Items listed in a dataset
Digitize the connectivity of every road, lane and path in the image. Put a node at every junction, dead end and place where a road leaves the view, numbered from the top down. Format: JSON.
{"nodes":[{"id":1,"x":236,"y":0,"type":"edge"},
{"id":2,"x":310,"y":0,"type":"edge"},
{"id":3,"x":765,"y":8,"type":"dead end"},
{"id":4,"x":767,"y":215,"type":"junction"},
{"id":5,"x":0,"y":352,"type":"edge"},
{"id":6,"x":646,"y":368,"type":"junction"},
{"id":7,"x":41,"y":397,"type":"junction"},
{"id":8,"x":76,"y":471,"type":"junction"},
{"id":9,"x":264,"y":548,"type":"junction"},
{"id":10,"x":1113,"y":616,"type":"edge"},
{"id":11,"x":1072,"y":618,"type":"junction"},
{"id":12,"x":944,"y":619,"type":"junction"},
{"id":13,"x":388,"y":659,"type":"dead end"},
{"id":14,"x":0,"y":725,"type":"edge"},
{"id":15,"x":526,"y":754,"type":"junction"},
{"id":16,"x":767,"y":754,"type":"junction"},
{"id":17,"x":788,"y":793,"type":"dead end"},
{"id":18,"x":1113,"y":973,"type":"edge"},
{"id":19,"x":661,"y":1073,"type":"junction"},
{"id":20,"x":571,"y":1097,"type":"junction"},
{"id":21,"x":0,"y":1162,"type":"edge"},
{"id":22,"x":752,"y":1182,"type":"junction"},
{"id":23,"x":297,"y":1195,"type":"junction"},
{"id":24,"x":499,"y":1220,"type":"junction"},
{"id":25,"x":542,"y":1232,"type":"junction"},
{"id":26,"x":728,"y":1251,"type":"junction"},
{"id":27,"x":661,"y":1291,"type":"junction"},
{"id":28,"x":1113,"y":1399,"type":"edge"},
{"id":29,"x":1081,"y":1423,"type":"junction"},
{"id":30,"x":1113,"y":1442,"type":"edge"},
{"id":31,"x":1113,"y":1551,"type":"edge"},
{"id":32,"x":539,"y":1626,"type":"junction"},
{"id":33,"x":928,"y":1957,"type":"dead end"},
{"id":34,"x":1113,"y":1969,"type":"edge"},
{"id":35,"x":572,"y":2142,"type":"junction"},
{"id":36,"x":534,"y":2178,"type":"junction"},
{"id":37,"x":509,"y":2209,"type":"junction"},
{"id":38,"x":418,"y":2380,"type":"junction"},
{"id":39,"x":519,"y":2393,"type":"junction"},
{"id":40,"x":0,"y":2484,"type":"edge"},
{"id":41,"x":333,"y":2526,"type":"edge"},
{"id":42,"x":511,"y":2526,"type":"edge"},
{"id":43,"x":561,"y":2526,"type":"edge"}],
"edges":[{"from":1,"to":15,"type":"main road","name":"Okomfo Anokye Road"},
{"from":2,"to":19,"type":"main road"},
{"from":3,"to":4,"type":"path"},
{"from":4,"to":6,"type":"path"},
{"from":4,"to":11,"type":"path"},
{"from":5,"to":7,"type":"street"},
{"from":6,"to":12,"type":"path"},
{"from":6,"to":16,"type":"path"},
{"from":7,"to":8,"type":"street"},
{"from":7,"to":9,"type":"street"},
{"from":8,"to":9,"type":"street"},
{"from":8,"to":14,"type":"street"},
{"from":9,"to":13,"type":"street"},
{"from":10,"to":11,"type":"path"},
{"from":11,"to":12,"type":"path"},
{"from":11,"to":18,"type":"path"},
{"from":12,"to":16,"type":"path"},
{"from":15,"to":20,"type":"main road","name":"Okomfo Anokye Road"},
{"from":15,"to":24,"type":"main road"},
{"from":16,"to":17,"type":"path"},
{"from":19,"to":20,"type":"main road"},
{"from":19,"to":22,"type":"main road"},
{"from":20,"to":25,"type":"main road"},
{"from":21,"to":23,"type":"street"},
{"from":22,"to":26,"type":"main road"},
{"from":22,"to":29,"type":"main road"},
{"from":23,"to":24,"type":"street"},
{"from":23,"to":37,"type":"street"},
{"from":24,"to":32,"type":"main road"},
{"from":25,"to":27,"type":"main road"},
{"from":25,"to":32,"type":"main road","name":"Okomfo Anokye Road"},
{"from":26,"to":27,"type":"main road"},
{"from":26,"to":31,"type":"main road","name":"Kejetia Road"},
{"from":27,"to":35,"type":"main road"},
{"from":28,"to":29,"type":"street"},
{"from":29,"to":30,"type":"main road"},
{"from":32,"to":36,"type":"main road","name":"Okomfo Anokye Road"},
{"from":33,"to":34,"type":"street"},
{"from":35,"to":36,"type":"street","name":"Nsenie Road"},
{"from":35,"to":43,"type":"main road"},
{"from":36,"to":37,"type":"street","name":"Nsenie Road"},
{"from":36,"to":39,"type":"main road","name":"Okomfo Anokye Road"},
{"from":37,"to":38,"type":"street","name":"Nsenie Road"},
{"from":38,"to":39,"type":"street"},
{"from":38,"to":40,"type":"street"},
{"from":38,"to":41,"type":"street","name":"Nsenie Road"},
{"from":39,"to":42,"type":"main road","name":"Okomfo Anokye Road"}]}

==

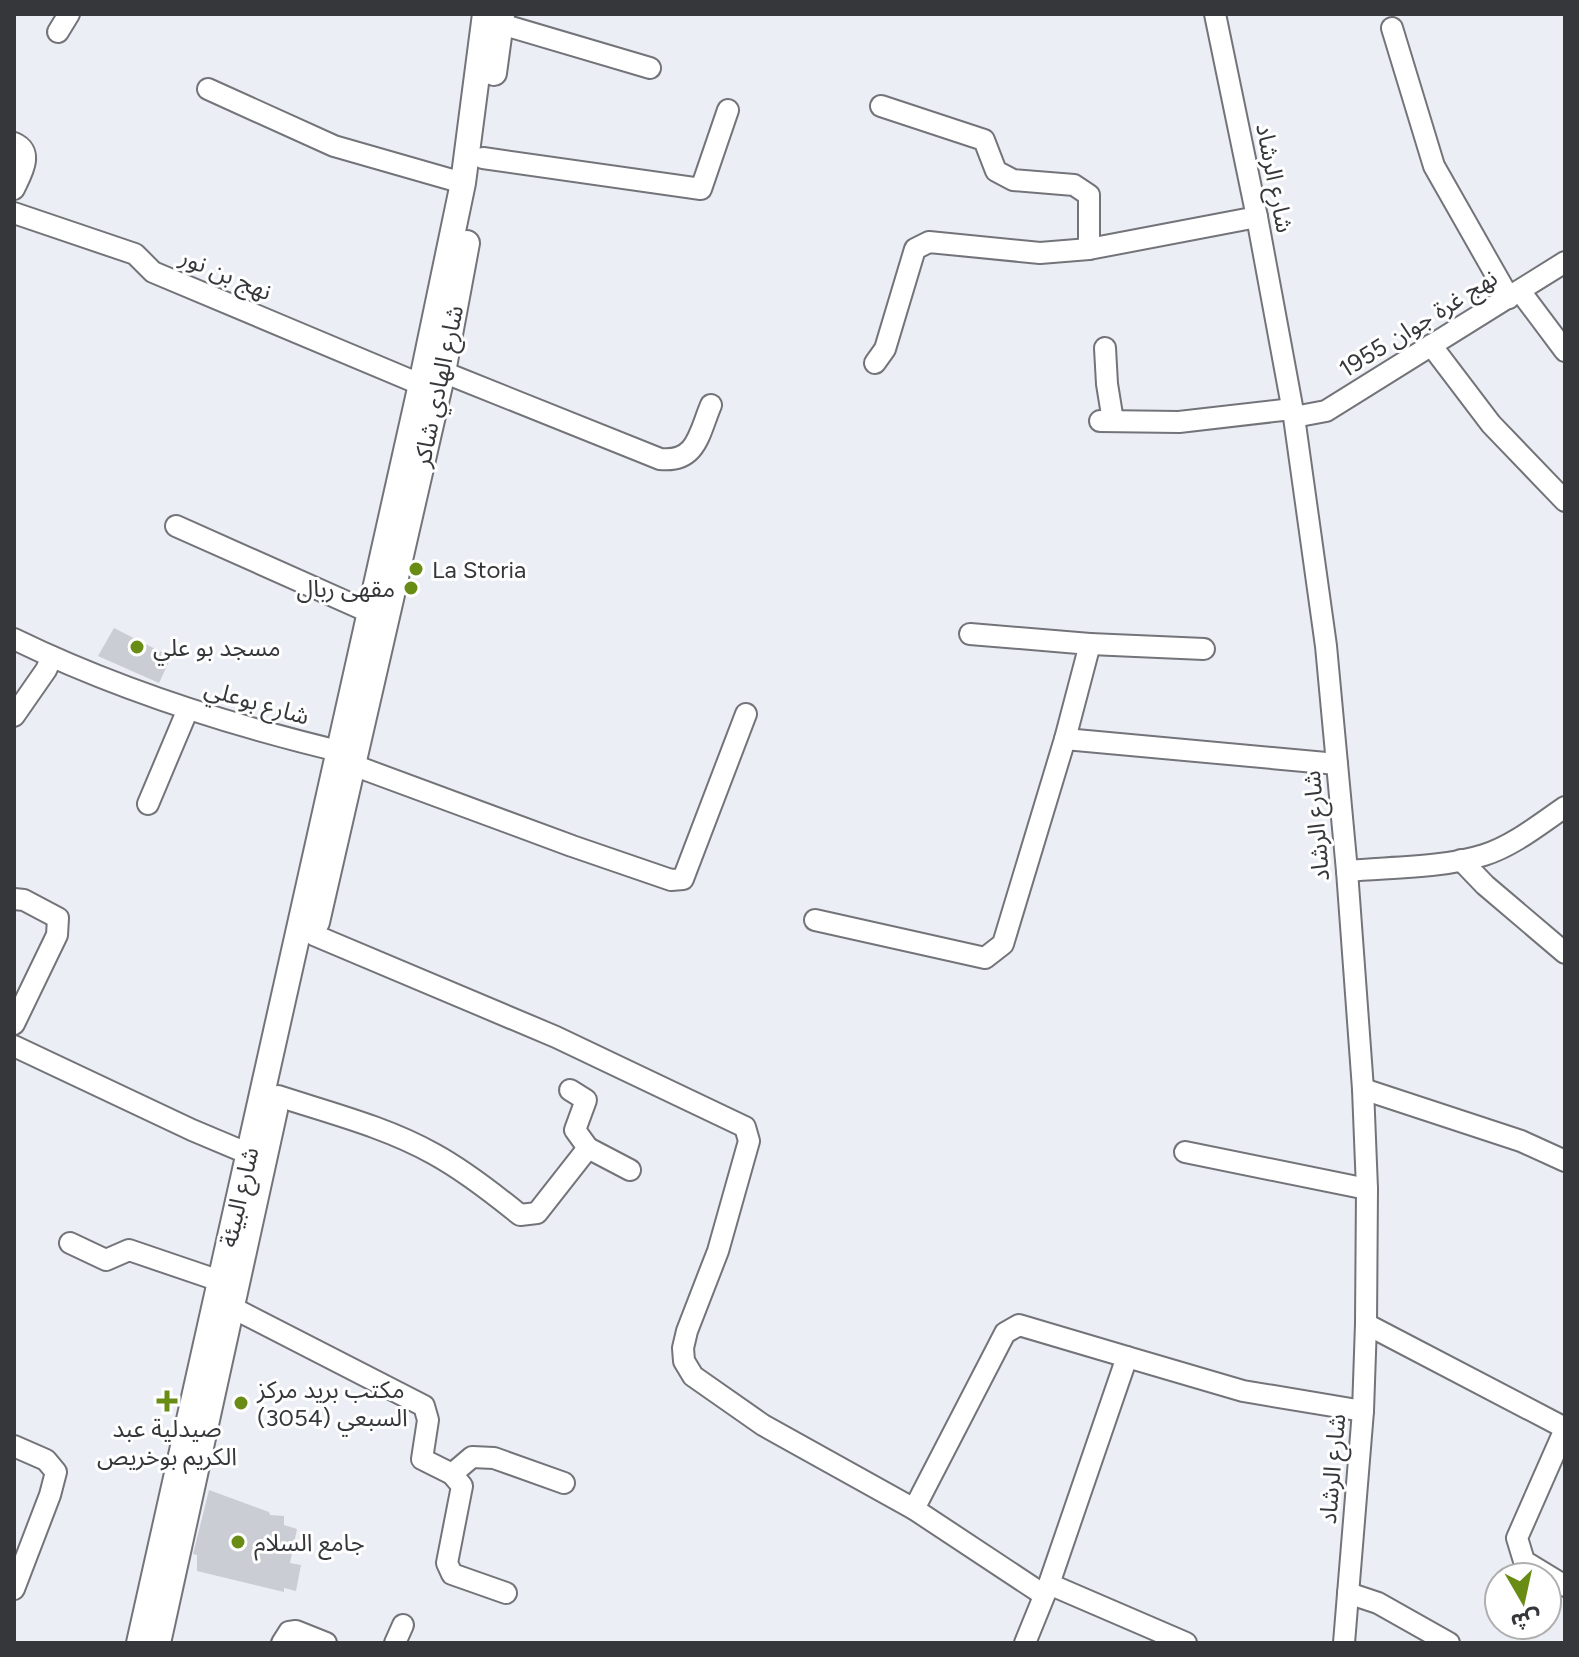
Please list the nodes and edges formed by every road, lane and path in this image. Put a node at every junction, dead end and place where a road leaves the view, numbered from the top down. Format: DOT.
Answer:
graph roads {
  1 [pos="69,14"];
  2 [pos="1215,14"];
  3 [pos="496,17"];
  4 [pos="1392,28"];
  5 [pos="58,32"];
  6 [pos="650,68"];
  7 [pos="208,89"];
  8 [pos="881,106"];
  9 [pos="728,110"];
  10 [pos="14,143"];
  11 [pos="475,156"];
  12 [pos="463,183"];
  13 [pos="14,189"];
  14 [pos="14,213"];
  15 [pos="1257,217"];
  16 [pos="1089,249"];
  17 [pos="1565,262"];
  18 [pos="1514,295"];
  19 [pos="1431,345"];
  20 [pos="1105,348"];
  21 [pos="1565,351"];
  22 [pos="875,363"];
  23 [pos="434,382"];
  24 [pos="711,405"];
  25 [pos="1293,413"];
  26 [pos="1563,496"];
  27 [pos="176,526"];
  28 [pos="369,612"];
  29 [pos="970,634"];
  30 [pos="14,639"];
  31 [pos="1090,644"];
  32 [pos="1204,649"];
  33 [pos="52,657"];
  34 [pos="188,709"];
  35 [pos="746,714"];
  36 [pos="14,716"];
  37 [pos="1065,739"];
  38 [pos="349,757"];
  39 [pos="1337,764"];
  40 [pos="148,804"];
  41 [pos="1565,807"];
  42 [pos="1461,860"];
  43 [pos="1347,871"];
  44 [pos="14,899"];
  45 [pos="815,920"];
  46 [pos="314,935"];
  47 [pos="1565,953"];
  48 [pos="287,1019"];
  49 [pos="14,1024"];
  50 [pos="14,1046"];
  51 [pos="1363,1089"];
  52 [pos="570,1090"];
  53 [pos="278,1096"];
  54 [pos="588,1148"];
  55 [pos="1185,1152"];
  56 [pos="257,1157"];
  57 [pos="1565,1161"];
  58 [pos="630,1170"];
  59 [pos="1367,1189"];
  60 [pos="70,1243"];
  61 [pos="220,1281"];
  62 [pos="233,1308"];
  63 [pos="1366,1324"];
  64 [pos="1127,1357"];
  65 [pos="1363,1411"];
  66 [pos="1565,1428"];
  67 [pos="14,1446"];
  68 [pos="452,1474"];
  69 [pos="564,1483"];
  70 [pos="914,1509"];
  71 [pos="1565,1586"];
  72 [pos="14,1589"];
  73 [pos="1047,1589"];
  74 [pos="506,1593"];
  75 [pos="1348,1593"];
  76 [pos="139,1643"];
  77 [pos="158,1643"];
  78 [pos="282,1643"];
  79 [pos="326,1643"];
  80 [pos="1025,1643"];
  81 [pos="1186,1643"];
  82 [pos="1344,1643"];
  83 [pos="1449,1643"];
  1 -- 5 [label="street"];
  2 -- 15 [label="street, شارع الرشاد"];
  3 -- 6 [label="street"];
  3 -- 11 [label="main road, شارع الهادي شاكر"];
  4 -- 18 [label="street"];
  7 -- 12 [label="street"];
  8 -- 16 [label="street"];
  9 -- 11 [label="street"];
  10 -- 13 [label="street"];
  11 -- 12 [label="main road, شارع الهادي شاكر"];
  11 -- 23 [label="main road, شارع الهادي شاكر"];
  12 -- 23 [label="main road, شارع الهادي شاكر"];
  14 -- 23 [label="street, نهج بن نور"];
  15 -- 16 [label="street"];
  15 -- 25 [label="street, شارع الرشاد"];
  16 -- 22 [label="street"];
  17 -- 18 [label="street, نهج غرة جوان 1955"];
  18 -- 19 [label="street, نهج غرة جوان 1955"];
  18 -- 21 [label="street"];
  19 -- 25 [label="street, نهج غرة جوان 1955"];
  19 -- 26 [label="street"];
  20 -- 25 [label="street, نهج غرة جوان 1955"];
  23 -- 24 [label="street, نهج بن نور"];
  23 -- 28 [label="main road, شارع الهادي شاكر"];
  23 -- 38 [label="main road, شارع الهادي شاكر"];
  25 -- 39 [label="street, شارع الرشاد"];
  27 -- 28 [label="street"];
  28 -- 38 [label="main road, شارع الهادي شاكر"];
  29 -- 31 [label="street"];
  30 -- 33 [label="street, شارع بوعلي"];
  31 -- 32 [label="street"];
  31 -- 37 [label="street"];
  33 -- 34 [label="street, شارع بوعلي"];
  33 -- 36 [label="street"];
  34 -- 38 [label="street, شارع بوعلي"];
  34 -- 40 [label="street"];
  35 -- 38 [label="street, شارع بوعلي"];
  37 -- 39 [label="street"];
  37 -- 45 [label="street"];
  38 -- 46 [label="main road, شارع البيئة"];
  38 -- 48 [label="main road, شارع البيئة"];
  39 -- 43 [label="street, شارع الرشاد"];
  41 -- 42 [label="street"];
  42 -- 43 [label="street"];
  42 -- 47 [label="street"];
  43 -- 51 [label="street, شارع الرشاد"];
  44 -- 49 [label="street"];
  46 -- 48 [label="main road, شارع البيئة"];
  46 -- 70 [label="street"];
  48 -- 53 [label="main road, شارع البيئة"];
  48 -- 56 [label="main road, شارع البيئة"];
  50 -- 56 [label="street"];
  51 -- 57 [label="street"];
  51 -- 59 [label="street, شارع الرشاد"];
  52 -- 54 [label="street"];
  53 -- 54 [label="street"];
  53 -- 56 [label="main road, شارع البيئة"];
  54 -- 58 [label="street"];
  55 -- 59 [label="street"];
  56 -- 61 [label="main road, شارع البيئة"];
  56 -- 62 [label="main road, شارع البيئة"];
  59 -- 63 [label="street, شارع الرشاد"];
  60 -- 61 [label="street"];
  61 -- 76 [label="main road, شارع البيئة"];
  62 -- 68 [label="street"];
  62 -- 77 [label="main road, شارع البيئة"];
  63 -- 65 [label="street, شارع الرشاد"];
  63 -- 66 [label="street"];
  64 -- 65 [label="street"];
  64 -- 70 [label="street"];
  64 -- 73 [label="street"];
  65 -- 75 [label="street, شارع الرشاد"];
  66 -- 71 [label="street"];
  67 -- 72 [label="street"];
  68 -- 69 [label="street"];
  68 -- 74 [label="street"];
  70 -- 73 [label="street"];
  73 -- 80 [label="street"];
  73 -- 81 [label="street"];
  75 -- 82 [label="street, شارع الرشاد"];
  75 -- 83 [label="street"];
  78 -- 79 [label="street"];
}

[Instructions for the task]: Keep only those lines of the records that hold "بوعلي", and return them.

[Task response]:
  30 -- 33 [label="street, شارع بوعلي"];
  33 -- 34 [label="street, شارع بوعلي"];
  34 -- 38 [label="street, شارع بوعلي"];
  35 -- 38 [label="street, شارع بوعلي"];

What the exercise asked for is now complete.